Ao final de evento foi lida "a Carta de Piracicaba", produzida de forma coletiva entre os participantes, que buscou identificar as interfaces políticas, econômicas e sociais das propostas legislativas referentes ao licenciamento ambiental e seus impactos; promover uma maior aproximação entre conhecimentos científicos diversos no campo socioambiental e os jurídicos, políticos e de educação. Foram inseridos no documento 10 não e 10 sim às alterações legislativas sobre Licenciamento Ambiental.
10 críticas e 10 propostas de aprimoramento às alterações legislativas sobre Licenciamento Ambiental elaboradas pelo Ministério Público, ESAQ/USP e ESMP.
CARTA DE PIRACICABA
O Brasil não mais tolera ações e omissões que têm provocado desastres como o de Mariana e outras agressões ao meio ambiente, à saúde pública e a sustentabilidade de nossa economia. Nosso país não mais tolera a corrupção que tem sido presente em processos de licenciamento ambiental que resultaram em desastres como esse. Neste momento estão em curso no Congresso Nacional iniciativas destinadas a acabar com os avanços e garantias alcançados na Constituição Federal na defesa do direito ao meio ambiente ecologicamente equilibrado, bem de uso comum do povo e essencial à sadia qualidade de vida, impondo-se ao Poder Público e à coletividade o dever de defendê-lo e preservá-lo para as presentes e futuras gerações.
Em face desse cenário preocupante de retrocesso ambiental, político e social, a Escola Superior de Agricultura “Luiz de Queiroz” (ESALQ), da Universidade de São Paulo (USP), o Ministério Público do Estado de São Paulo e a Escola Superior do Ministério Público do Estado de São Paulo aliaram esforços para a organização de um Seminário, com a participação de técnicos, juristas, jornalistas, acadêmicos e outros segmentos. Foram discutidas as propostas de alterações na legislação de licenciamento ambiental do país, atualmente em trâmite no Congresso Nacional. A motivação para a organização desse Seminário foi a indicação de que tais alterações representam um retrocesso grave, após décadas de evolução e aperfeiçoamento da legislação ambiental brasileira. O atual Parlamento equivocadamente classifica as preocupações com o meio ambiente como entrave ao desenvolvimento do país, que se busca açodadamente e a todo custo neste momento histórico desfavorável, marcado por forte crise econômica, intensificada pela crise política.

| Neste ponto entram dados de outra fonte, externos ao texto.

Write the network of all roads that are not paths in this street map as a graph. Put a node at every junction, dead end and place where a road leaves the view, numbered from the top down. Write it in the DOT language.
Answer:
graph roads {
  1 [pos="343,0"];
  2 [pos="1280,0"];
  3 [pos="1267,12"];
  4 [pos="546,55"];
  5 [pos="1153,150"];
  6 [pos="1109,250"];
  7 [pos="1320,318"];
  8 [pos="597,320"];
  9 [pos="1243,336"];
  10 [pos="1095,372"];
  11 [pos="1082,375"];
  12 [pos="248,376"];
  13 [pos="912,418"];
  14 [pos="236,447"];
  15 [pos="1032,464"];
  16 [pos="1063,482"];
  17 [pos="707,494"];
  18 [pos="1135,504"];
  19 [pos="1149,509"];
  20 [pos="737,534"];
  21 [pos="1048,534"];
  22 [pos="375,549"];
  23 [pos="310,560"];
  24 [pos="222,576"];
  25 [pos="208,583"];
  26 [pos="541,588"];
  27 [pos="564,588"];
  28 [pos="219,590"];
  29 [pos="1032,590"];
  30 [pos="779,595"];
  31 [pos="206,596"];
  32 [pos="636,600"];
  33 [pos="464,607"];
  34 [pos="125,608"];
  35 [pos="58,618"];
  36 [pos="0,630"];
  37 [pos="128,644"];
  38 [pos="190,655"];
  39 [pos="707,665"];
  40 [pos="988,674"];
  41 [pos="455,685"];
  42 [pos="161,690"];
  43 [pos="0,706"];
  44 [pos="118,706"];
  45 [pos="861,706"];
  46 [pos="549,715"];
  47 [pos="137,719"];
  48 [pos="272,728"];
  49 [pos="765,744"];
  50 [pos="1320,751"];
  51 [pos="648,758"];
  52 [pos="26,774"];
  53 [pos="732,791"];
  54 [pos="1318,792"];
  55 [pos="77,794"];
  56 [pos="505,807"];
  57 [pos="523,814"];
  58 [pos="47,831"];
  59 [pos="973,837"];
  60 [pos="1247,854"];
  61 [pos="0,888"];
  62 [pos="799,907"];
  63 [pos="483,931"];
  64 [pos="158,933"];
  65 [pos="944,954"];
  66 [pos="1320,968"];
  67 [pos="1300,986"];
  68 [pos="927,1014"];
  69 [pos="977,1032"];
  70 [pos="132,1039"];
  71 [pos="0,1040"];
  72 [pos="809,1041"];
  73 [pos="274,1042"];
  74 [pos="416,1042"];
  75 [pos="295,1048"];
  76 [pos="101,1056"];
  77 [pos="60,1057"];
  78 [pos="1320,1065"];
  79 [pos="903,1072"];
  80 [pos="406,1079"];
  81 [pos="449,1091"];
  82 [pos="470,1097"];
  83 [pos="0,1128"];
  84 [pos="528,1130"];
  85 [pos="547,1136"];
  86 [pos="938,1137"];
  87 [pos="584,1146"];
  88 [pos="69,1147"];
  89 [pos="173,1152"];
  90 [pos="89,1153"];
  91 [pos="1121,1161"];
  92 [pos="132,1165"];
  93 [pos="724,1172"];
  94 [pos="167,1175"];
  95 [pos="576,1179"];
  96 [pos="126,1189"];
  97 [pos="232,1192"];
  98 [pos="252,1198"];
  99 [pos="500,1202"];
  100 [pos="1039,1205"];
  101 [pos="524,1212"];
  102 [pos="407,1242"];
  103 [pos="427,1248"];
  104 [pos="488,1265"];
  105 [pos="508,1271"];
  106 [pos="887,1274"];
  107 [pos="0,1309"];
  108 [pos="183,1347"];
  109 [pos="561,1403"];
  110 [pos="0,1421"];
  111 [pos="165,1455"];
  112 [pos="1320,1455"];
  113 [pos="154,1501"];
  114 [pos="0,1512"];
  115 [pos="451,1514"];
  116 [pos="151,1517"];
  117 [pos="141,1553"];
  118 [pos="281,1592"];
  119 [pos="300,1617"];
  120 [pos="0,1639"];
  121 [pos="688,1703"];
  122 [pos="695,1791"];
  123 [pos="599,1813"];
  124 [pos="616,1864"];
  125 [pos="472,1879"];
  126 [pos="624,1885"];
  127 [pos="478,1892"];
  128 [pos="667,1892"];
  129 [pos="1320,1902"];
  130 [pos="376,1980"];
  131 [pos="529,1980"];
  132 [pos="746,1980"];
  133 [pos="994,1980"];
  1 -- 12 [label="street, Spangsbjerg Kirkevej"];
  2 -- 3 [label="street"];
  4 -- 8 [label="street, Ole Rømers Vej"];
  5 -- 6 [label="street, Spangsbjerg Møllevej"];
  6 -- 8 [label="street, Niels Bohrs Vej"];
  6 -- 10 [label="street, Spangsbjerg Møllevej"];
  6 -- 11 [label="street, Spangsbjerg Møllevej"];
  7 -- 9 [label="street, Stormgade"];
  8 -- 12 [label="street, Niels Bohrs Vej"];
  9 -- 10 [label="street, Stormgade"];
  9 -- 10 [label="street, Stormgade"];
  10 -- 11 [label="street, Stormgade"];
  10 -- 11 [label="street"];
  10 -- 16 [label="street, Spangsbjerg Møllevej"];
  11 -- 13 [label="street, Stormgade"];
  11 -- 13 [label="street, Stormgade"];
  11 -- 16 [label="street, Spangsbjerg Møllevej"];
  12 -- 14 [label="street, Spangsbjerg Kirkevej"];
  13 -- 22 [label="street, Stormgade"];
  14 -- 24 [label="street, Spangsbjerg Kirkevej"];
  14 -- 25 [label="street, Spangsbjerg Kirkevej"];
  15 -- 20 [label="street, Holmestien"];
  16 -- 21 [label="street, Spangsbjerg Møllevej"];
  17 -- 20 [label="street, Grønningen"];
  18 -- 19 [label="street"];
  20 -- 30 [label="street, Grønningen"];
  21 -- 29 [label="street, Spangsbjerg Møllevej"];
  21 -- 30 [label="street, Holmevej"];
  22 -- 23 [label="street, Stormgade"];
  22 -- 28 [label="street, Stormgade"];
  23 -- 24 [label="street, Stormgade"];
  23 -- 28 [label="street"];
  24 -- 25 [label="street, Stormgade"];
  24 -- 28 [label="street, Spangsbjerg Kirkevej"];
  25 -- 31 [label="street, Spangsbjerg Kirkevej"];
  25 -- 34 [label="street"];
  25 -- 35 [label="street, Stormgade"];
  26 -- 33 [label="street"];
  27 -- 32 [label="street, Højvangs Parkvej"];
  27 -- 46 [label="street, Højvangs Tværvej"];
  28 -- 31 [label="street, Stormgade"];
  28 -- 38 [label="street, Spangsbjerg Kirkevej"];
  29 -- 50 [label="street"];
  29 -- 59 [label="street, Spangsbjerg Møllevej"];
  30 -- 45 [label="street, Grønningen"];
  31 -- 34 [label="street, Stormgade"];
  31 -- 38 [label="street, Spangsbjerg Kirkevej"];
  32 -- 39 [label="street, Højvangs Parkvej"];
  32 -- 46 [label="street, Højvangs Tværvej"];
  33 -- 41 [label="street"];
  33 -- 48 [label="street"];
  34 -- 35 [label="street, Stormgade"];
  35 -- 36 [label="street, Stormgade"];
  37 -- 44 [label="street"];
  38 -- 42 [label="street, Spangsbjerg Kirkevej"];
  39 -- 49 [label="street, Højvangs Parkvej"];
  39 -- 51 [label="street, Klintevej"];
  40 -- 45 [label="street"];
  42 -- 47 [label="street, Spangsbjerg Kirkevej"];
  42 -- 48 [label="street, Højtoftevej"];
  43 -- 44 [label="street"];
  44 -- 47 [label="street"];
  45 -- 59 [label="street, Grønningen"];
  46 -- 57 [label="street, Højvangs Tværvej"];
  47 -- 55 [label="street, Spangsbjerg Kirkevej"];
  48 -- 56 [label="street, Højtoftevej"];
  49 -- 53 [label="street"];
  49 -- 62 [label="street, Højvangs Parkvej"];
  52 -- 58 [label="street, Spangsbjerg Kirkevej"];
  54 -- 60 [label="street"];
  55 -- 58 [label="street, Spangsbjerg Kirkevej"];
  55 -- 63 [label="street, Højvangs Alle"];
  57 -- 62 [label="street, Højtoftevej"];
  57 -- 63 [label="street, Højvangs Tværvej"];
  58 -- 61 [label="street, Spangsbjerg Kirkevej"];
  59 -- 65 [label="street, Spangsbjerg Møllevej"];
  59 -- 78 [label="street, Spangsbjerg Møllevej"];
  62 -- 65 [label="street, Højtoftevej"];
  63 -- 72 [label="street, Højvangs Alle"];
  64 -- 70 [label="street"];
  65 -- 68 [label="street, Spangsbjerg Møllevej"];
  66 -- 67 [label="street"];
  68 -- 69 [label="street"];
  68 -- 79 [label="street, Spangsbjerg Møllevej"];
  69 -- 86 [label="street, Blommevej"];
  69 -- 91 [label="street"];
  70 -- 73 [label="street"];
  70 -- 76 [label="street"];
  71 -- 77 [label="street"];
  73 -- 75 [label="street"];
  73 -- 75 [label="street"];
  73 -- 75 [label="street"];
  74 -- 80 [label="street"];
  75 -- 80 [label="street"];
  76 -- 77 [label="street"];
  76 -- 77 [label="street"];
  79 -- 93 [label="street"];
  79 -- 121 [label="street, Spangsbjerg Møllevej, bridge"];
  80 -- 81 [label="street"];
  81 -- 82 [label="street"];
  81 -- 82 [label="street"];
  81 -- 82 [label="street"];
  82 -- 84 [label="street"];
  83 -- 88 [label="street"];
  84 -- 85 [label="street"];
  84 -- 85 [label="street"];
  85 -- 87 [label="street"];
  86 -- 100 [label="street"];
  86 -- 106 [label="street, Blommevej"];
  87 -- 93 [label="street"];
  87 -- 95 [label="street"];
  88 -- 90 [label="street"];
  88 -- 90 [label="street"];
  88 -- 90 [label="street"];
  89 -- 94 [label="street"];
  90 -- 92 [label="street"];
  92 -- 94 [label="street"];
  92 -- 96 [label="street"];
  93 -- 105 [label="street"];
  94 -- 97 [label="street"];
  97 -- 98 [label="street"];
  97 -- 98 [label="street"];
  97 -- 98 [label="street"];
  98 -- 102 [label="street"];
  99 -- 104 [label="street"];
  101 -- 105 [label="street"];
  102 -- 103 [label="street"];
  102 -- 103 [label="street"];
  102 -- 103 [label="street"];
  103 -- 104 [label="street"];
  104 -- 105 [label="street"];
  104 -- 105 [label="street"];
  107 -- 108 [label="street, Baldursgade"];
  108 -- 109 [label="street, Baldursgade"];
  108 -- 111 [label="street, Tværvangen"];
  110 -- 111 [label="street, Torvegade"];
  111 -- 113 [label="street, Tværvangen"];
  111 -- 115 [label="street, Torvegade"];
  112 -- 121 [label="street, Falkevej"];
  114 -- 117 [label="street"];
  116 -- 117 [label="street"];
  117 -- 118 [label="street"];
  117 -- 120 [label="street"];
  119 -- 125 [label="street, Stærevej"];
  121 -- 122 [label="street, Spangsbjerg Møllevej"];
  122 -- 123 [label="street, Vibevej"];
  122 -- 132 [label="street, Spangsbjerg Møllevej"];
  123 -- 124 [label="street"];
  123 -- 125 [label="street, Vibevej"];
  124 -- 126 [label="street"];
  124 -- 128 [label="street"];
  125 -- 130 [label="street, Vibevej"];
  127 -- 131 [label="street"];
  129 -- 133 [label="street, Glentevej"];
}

Julgando que as medidas equivocadas em análise tomadas pelo Parlamento subvertem as salvaguardas constantes da Constituição Federal relacionadas ao meio ambiente, e que a sua implementação pode gerar fatos catastróficos, ou mesmo danos irreparáveis, afetando assim os supremos interesses da sociedade brasileira, as entidades acima citadas entenderam por bem promover um amplo debate, de maneira a fornecer subsídios à sociedade para que se possa evitar a aprovação dessas Propostas Legislativas, ora em análise.

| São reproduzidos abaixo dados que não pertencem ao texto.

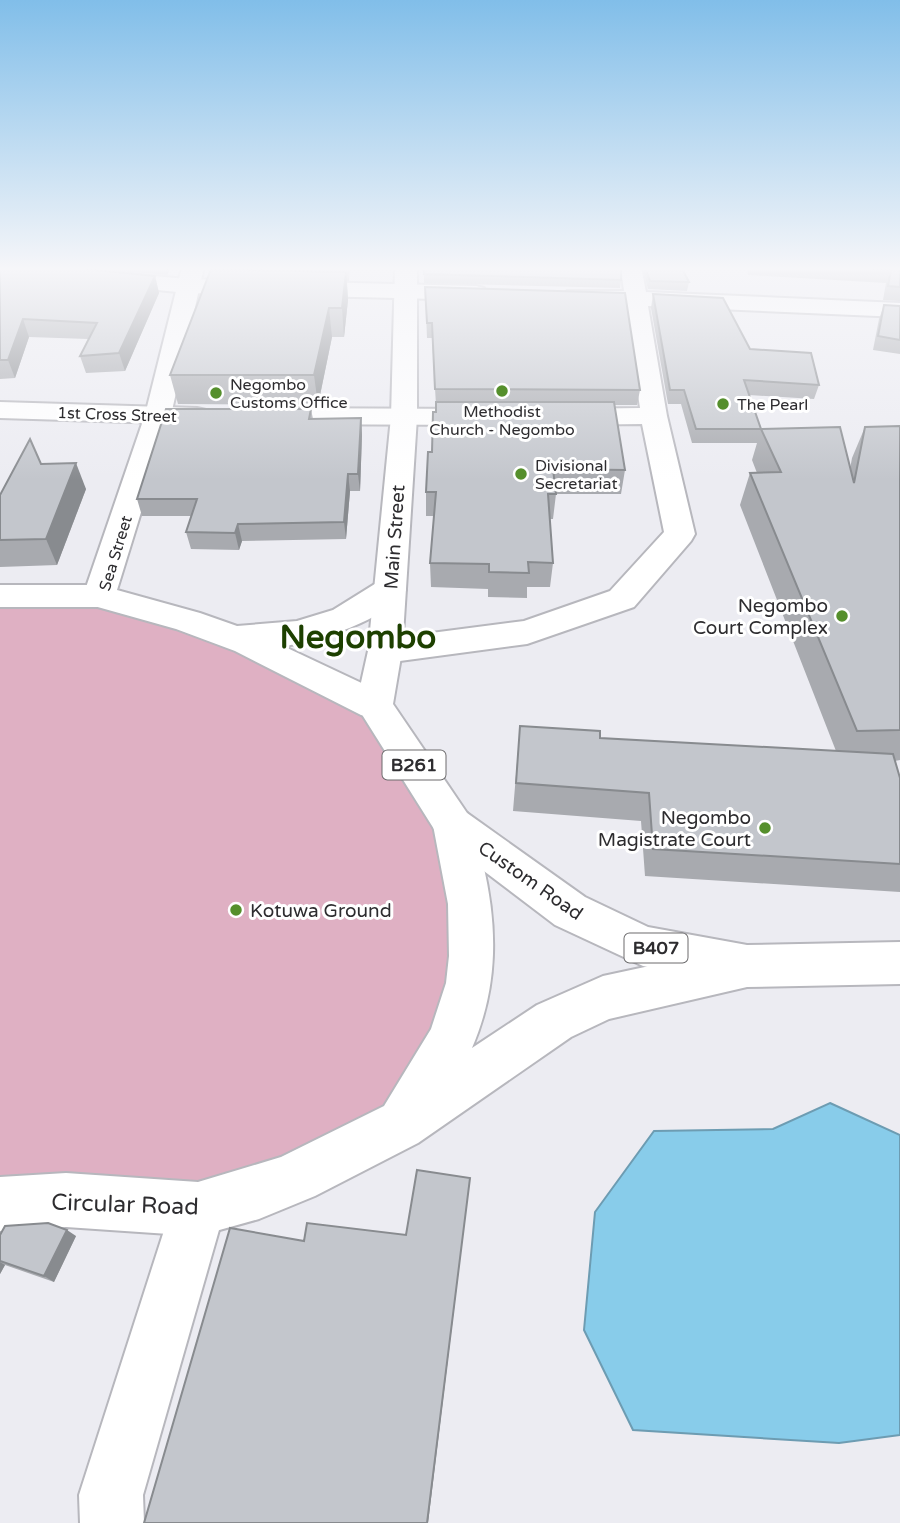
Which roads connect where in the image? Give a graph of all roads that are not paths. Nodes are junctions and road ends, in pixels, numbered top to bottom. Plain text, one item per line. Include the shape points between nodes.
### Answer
1 (176, 338) edge
2 (405, 338) edge
3 (642, 338) edge
4 (0, 410) edge
5 (158, 415) junction
6 (654, 416) junction
7 (515, 417) edge
8 (543, 417) edge
9 (404, 418) junction
10 (390, 590) junction
11 (0, 596) edge
12 (99, 596) junction
13 (234, 639) junction
14 (385, 651) junction
15 (374, 705) junction
16 (453, 825) junction
17 (900, 963) edge
18 (747, 967) junction
19 (400, 1125) junction
20 (0, 1203) edge
21 (198, 1209) junction
22 (112, 1523) edge

1 - 5 street, Sea Street
2 - 9 street, Main Street
3 - 6 street
4 - 5 street, 1st Cross Street
5 - 9 street, 1st Cross Street
5 - 12 street, Sea Street
6 - 8 street
6 - 14 street via 680,534 622,599 527,632
7 - 9 street, 1st Cross Street
9 - 10 street, Main Street
10 - 13 street via 345,618 298,633
10 - 14 street, Main Street
11 - 12 street
12 - 13 street, Sea Street
13 - 15 street, Sea Street
14 - 15 street, Main Street
15 - 16 street, B261
16 - 18 street, Custom Road / B407 via 570,911 643,946
16 - 19 street via 470,889 471,964 454,1035
17 - 18 street, Custom Road / B407
18 - 19 street, Circular Road via 603,998 554,1021
19 - 21 street, Circular Road via 284,1182
20 - 21 street, Circular Road via 66,1200
21 - 22 street via 111,1495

Na sistemática vigente, o Licenciamento Ambiental é um conjunto de procedimentos que garante um exame dos possíveis impactos ambientais de uma obra ou atividade a ser implantada e que assim possa ser realizado da forma menos danosa ao meio ambiente e à vida. O Licenciamento opera de forma tripartite e as fases são: Licença Prévia (LP), Licença de Instalação (LI) e Licença de Operação (LO). Antes da Licença Prévia para empreendimentos potencialmente impactantes, faz-se necessário realizar um acurado Estudo Prévio de Impactos Ambientais (EPIA ou EIA), inclusive sua obrigatoriedade está prevista constitucionalmente. Vale destacar que o licenciamento é um instrumento fundamental de salvaguarda para a internalização dos possíveis danos advindos do pretenso empreendimento, constituindo-se poder-dever estatal de controle e fiscalização das atividades e/ ou obras potencialmente poluidores, como forma de prevenção e/ou compensação dos danos ambientais.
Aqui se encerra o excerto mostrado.